Problem to work on:
Only a number is wanted here: the number of lines of the data that include "Swan".

(Source records)
____

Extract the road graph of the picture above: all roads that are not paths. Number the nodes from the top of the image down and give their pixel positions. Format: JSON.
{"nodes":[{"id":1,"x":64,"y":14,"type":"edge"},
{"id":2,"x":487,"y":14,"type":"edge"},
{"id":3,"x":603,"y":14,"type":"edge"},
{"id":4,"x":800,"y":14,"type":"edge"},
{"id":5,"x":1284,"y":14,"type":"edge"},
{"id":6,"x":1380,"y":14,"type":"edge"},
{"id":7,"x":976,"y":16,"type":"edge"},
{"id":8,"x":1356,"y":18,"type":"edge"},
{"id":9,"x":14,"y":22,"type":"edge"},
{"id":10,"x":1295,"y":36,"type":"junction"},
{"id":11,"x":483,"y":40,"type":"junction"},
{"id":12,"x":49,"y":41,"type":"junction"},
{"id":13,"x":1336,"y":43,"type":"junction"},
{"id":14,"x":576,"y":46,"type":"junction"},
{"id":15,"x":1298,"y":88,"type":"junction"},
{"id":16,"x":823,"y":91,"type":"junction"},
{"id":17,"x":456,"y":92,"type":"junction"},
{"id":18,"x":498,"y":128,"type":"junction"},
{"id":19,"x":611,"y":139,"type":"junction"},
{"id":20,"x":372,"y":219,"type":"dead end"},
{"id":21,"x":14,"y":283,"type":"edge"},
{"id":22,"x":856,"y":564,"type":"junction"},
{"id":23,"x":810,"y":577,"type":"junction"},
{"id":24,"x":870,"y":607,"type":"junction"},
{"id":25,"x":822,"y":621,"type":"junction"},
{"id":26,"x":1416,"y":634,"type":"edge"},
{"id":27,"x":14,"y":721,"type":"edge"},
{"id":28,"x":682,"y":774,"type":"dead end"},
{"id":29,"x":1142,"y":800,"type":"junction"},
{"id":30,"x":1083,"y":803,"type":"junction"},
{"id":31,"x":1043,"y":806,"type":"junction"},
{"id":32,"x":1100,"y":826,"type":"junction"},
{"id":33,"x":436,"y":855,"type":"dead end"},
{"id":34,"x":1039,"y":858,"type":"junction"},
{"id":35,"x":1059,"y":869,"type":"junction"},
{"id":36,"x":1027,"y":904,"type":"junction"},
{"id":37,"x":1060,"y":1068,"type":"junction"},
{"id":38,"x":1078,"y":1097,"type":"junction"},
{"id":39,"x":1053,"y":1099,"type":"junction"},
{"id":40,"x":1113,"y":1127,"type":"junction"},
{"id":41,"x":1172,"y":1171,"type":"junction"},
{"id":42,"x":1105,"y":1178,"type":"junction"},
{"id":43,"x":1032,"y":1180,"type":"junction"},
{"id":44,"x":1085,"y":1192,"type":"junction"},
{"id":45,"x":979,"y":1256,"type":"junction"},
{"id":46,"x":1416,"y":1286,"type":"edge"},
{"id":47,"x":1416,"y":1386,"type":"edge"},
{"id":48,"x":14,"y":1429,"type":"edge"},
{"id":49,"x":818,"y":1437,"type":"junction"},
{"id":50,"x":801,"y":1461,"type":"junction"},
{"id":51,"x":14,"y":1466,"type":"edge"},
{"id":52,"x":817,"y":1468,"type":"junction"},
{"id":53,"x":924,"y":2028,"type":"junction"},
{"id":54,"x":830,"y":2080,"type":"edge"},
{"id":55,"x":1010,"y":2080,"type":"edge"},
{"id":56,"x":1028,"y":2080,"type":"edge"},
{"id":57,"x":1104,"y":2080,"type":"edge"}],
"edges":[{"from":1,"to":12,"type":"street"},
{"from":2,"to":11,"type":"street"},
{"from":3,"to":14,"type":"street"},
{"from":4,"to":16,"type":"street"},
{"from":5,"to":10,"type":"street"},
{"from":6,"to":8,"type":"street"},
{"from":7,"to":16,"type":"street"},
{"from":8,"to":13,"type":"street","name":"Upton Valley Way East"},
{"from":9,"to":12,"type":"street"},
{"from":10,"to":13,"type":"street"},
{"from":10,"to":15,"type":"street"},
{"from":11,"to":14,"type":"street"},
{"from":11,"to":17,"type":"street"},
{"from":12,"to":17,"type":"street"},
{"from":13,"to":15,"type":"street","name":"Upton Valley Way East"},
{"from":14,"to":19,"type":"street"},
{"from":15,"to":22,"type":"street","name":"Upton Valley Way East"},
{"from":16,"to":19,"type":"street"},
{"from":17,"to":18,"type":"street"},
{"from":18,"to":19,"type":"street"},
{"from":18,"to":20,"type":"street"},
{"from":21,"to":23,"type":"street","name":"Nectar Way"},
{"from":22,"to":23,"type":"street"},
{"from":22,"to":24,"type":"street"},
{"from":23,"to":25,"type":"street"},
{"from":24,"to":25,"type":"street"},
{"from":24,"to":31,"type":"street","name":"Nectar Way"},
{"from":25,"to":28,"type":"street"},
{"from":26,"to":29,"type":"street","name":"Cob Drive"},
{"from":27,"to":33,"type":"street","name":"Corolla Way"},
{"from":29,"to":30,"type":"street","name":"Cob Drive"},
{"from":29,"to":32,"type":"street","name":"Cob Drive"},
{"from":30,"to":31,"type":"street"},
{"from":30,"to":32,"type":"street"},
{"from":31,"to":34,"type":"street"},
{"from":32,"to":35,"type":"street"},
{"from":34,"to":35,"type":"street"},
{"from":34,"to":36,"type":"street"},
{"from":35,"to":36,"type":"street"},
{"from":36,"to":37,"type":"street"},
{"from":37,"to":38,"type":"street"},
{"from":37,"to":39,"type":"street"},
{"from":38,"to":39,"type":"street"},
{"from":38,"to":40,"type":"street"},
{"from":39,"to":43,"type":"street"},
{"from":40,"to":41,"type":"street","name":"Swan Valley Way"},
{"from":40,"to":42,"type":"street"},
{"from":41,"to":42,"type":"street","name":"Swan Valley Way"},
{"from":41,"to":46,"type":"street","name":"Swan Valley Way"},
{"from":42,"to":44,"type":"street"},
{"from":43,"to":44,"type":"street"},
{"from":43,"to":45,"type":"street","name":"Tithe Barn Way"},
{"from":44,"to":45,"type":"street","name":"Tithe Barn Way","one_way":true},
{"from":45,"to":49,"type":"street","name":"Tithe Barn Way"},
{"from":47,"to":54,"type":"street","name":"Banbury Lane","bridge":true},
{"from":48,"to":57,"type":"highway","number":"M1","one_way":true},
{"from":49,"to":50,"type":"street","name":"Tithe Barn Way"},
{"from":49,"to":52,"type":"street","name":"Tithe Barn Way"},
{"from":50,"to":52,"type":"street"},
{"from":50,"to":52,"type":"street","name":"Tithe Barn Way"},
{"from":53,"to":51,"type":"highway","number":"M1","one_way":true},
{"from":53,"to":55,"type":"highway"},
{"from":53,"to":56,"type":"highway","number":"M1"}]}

____

Written reply:
3